[Data excerpts]
....................
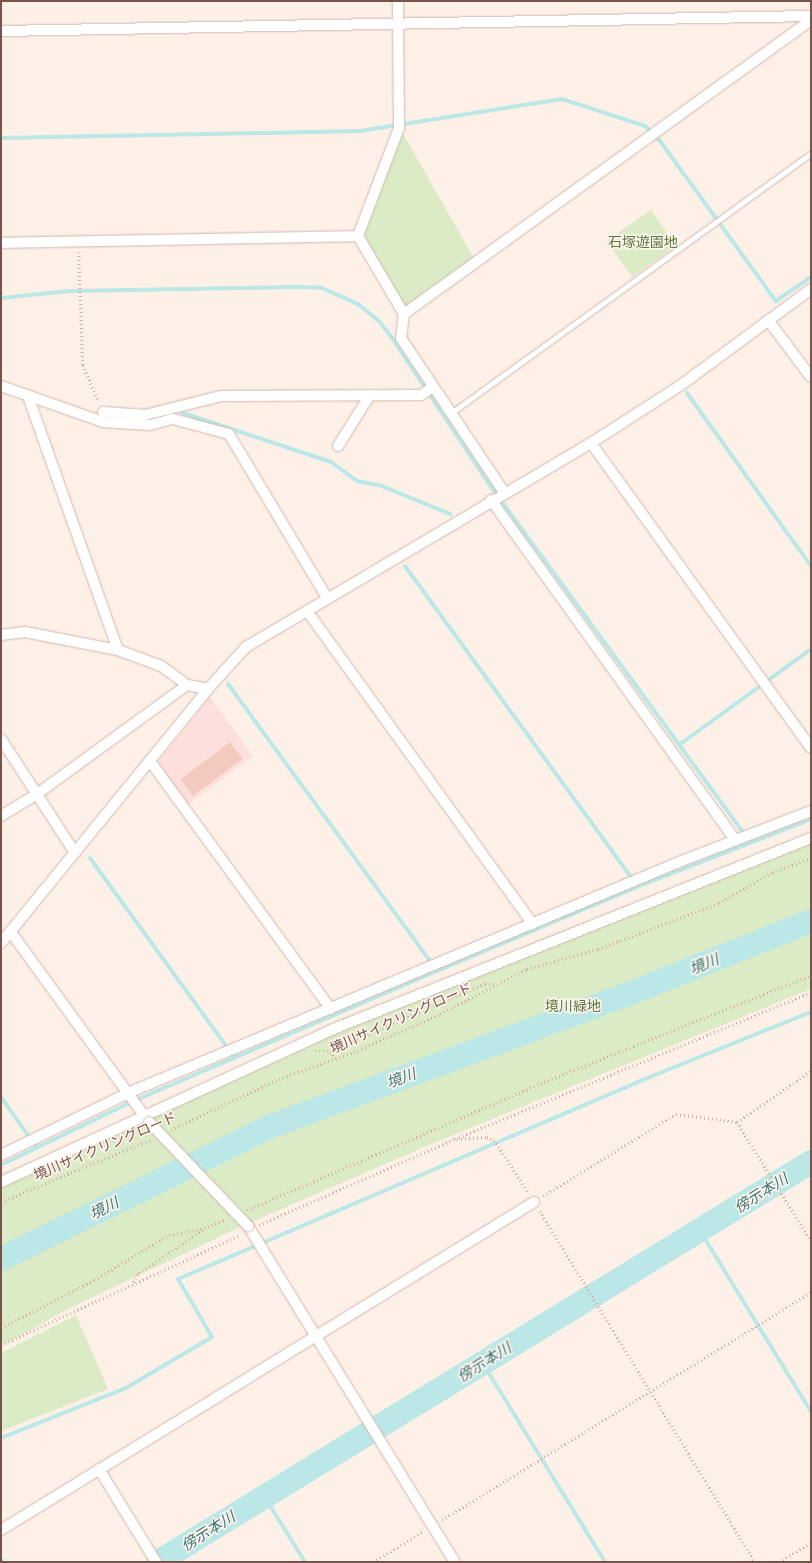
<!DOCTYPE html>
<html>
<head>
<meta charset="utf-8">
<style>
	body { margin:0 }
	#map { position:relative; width:812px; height:1563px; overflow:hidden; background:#fdf1e7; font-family:Arial,"Noto Sans JP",sans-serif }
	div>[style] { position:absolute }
	.commercial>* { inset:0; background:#fddfdb }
	.green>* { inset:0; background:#dbebc5; transform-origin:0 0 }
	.stream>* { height:4px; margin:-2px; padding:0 2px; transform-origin:2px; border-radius:2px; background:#bbe7e6 }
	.river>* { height:24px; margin:-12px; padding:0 12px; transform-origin:12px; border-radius:12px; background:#bbe7e6 }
	.building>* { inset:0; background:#f3cabe; transform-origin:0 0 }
	.path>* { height:2.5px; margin-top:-1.25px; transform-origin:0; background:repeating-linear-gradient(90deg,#d8ada1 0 1px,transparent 0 4px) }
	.roads { filter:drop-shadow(0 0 1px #d2b9af) drop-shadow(0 0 1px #d2b9af) }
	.lane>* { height:5px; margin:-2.5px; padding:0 2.5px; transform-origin:2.5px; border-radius:2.5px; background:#fff }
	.street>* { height:10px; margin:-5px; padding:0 5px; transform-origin:5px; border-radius:5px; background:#fff }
	.bridges { filter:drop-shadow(0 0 1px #d2b9af) drop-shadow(0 0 1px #d2b9af) }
	.street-bridge>* { height:10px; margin:-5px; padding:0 5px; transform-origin:5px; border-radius:5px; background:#fff }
	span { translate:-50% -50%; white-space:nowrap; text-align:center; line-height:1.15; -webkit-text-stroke:3px #fff5ee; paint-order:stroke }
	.park-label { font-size:14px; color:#5a783f }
	.street-label { font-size:14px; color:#78534a }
	.water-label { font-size:15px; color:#3a7675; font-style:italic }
	.frame { position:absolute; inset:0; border:2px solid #78534a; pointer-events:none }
</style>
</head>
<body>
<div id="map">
	<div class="commercial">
		<i style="clip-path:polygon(210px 697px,253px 756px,186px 806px,158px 762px)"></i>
	</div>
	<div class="green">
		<i style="clip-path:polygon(402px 132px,475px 260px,403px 308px,363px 236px)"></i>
		<i style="left:651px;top:210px;width:44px;height:54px;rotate:55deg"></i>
		<i style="clip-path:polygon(811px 837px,811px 989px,436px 1142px,238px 1228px,68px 1309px,1px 1346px,1px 1179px,542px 939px)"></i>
		<i style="clip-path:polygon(76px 1315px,108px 1389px,1px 1431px,1px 1353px)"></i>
	</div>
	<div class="stream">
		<i style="left:1px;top:138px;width:359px;rotate:-1.1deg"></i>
		<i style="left:360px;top:131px;width:205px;rotate:-9deg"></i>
		<i style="left:562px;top:99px;width:87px;rotate:18deg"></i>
		<i style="left:645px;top:126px;width:21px;rotate:45deg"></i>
		<i style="left:660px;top:141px;width:198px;rotate:54.1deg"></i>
		<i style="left:776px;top:301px;width:42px;rotate:-34.4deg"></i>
		<i style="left:1px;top:298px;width:69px;rotate:-5.8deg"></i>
		<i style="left:70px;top:291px;width:227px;rotate:-1deg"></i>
		<i style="left:297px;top:287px;width:25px;rotate:2deg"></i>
		<i style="left:322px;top:288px;width:39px;rotate:24deg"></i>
		<i style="left:358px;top:304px;width:26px;rotate:39deg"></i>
		<i style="left:378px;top:320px;width:23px;rotate:52deg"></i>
		<i style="left:392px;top:338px;width:175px;rotate:56.4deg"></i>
		<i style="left:489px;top:484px;width:443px;rotate:53.9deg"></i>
		<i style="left:687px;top:393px;width:213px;rotate:54.4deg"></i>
		<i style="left:183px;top:413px;width:156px;rotate:18.3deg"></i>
		<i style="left:331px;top:462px;width:32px;rotate:36deg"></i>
		<i style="left:357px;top:481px;width:25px;rotate:11deg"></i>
		<i style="left:382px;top:486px;width:74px;rotate:22.4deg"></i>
		<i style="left:405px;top:566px;width:389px;rotate:54deg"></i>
		<i style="left:228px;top:684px;width:348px;rotate:53.9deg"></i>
		<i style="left:679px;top:745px;width:163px;rotate:-36deg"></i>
		<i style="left:90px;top:858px;width:247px;rotate:54.1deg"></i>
		<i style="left:1px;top:1097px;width:61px;rotate:55deg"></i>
		<i style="left:1px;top:1165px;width:142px;rotate:-25.8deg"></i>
		<i style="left:129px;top:1103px;width:335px;rotate:-23.2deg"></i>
		<i style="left:437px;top:971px;width:217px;rotate:-22.8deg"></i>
		<i style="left:637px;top:887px;width:187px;rotate:-21.3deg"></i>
		<i style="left:699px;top:1229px;width:215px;rotate:58.5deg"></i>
		<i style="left:482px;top:1362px;width:235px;rotate:58.4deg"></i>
		<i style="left:1px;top:1438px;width:135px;rotate:-21.8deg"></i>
		<i style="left:126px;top:1388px;width:100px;rotate:-30.7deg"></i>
		<i style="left:212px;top:1337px;width:67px;rotate:-120.4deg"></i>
		<i style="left:178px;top:1279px;width:513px;rotate:-23.17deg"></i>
		<i style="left:650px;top:1077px;width:174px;rotate:-22deg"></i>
		<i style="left:264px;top:1496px;width:78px;rotate:58.2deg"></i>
		<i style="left:1px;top:1559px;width:4px;rotate:56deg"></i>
	</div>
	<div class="river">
		<i style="left:1px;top:1259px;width:299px;rotate:-26.2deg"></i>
		<i style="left:269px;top:1127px;width:391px;rotate:-20.3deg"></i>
		<i style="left:636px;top:991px;width:188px;rotate:-21.8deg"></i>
		<i style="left:158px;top:1562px;width:766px;rotate:-31.49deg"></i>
	</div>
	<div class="building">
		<i style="left:230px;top:742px;width:21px;height:62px;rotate:53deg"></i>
	</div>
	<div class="path">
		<i style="left:79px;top:252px;width:113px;rotate:88deg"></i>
		<i style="left:83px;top:365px;width:40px;rotate:66.6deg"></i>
		<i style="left:315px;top:1051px;width:16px"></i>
		<i style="left:331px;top:1051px;width:8px;rotate:67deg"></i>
		<i style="left:331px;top:1051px;width:143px;rotate:-23.9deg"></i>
		<i style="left:462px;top:993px;width:25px;rotate:-21deg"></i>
		<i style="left:485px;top:984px;width:11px"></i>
		<i style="left:737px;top:1122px;width:90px;rotate:-34.6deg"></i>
		<i style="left:171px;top:1130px;width:119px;rotate:-25.3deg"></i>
		<i style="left:279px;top:1079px;width:80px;rotate:-19.8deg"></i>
		<i style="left:354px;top:1052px;width:94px;rotate:-23.8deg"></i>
		<i style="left:440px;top:1014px;width:98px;rotate:-27.3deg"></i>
		<i style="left:527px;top:969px;width:74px;rotate:-15.7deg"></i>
		<i style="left:598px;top:949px;width:129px;rotate:-20.8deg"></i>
		<i style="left:719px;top:903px;width:62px;rotate:-29.9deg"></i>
		<i style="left:773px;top:872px;width:40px;rotate:-20.2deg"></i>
		<i style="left:457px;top:1139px;width:30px;rotate:-4deg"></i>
		<i style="left:487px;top:1137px;width:8px;rotate:23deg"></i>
		<i style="left:494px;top:1140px;width:64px;rotate:56.6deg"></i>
		<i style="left:543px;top:1196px;width:156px;rotate:-31.7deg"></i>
		<i style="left:676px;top:1114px;width:62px;rotate:7.5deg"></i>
		<i style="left:737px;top:1122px;width:140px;rotate:58.1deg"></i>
		<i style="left:1px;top:1202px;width:164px;rotate:-22.6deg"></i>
		<i style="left:247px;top:1210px;width:323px;rotate:-23.3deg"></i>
		<i style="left:544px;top:1082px;width:288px;rotate:-21.8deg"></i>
		<i style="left:540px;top:1211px;width:412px;rotate:58.5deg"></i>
		<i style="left:259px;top:1225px;width:214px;rotate:-23.7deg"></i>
		<i style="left:455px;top:1139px;width:385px;rotate:-22.4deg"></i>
		<i style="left:133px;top:1282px;width:11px;rotate:-56deg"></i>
		<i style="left:139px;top:1273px;width:78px;rotate:-34.1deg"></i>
		<i style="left:1px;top:1328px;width:105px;rotate:-27.3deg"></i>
		<i style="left:94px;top:1280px;width:87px;rotate:-31deg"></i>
		<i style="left:169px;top:1235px;width:36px;rotate:-11deg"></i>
		<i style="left:204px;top:1228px;width:24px;rotate:-22deg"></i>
		<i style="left:1px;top:1345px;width:263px;rotate:-24.7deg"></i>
		<i style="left:442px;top:1520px;width:434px;rotate:-31.7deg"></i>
		<i style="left:373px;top:1562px;width:60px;rotate:-31.3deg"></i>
		<i style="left:779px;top:1562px;width:37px;rotate:-31deg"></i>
	</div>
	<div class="roads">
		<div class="lane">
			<i style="left:451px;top:413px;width:444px;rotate:-35.8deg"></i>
		</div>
		<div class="street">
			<i style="left:1px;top:31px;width:810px;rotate:-1.06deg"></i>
			<i style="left:358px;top:236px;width:116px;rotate:-69.2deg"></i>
			<i style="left:399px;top:128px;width:127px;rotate:-90.5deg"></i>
			<i style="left:358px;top:236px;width:91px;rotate:59.5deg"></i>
			<i style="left:1px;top:243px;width:357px;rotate:-1.1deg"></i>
			<i style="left:768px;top:320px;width:71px;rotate:53deg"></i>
			<i style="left:1px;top:386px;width:108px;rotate:19.4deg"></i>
			<i style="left:103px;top:422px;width:47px;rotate:3.7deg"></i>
			<i style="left:150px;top:425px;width:24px;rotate:-15deg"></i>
			<i style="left:173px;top:419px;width:58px;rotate:15deg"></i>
			<i style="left:229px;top:434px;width:191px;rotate:59.1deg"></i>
			<i style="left:28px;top:396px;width:269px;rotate:70.5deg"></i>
			<i style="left:103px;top:412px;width:42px;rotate:4.1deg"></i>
			<i style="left:145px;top:415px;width:78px;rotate:-14deg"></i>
			<i style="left:221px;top:396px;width:200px;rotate:-0.3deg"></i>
			<i style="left:421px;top:395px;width:14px;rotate:-34deg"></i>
			<i style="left:591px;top:443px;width:376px;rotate:54.2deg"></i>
			<i style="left:338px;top:446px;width:60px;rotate:-57.9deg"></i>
			<i style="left:504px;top:492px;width:185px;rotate:-123.8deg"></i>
			<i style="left:401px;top:338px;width:24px;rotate:-83deg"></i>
			<i style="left:404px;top:314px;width:502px;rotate:-35.84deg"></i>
			<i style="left:491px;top:500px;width:418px;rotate:54.3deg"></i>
			<i style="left:307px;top:611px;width:386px;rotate:54.2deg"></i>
			<i style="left:1px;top:635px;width:24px;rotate:-7deg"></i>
			<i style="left:25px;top:632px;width:95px;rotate:11deg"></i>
			<i style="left:118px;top:650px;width:46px;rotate:20.4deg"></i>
			<i style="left:161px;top:666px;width:32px;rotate:36deg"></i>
			<i style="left:187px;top:685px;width:21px;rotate:11deg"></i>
			<i style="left:1px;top:739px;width:136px;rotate:57deg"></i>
			<i style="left:150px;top:761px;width:307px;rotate:53.9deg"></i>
			<i style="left:1px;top:816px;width:42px;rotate:-31.4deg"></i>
			<i style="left:37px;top:794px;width:185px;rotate:-36deg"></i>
			<i style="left:10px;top:931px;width:236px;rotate:54deg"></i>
			<i style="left:1px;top:943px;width:328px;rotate:-50.8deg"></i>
			<i style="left:208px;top:689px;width:57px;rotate:-47.9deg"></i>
			<i style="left:246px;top:647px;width:401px;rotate:-30.6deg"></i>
			<i style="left:591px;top:443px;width:107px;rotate:-32.8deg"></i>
			<i style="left:681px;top:385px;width:162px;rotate:-36.4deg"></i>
			<i style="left:1px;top:1155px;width:141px;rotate:-26deg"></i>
			<i style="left:128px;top:1093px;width:603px;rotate:-22.74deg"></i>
			<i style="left:684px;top:860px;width:136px;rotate:-21.1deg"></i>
			<i style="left:1px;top:1182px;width:363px;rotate:-24.7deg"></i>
			<i style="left:331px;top:1030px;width:517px;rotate:-21.8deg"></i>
			<i style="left:248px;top:1226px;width:395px;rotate:58.4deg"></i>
			<i style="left:99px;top:1469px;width:109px;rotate:58.5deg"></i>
			<i style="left:1px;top:1530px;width:626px;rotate:-31.61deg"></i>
		</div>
	</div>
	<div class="bridges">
		<div class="street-bridge">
			<i style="left:149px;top:1122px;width:144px;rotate:46.4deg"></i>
		</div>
	</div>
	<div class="park-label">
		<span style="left:643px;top:242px">石塚遊園地</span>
		<span style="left:573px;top:1006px">境川緑地</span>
	</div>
	<div class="street-label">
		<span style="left:401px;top:1018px;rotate:-24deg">境川サイクリングロード</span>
		<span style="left:105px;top:1146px;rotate:-23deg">境川サイクリングロード</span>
	</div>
	<div class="water-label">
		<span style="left:704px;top:964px;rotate:-22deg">境川</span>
		<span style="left:401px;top:1078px;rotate:-20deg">境川</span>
		<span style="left:761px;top:1193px;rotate:-32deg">傍示本川</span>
		<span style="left:104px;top:1208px;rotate:-26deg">境川</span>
		<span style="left:484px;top:1362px;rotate:-32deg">傍示本川</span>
		<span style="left:208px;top:1531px;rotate:-32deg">傍示本川</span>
	</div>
	<div class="frame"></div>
</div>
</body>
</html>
....................
[PROBLEM STATEMENT] Scan the records above for the lines holding "height:24px; margin:-12px; padding:0" and "height:5px; margin:-2.5px; padding:0". Transcribe those two and every line between them word for word, and no others.

[RESULT OF THIS EXERCISE]
	.river>* { height:24px; margin:-12px; padding:0 12px; transform-origin:12px; border-radius:12px; background:#bbe7e6 }
	.building>* { inset:0; background:#f3cabe; transform-origin:0 0 }
	.path>* { height:2.5px; margin-top:-1.25px; transform-origin:0; background:repeating-linear-gradient(90deg,#d8ada1 0 1px,transparent 0 4px) }
	.roads { filter:drop-shadow(0 0 1px #d2b9af) drop-shadow(0 0 1px #d2b9af) }
	.lane>* { height:5px; margin:-2.5px; padding:0 2.5px; transform-origin:2.5px; border-radius:2.5px; background:#fff }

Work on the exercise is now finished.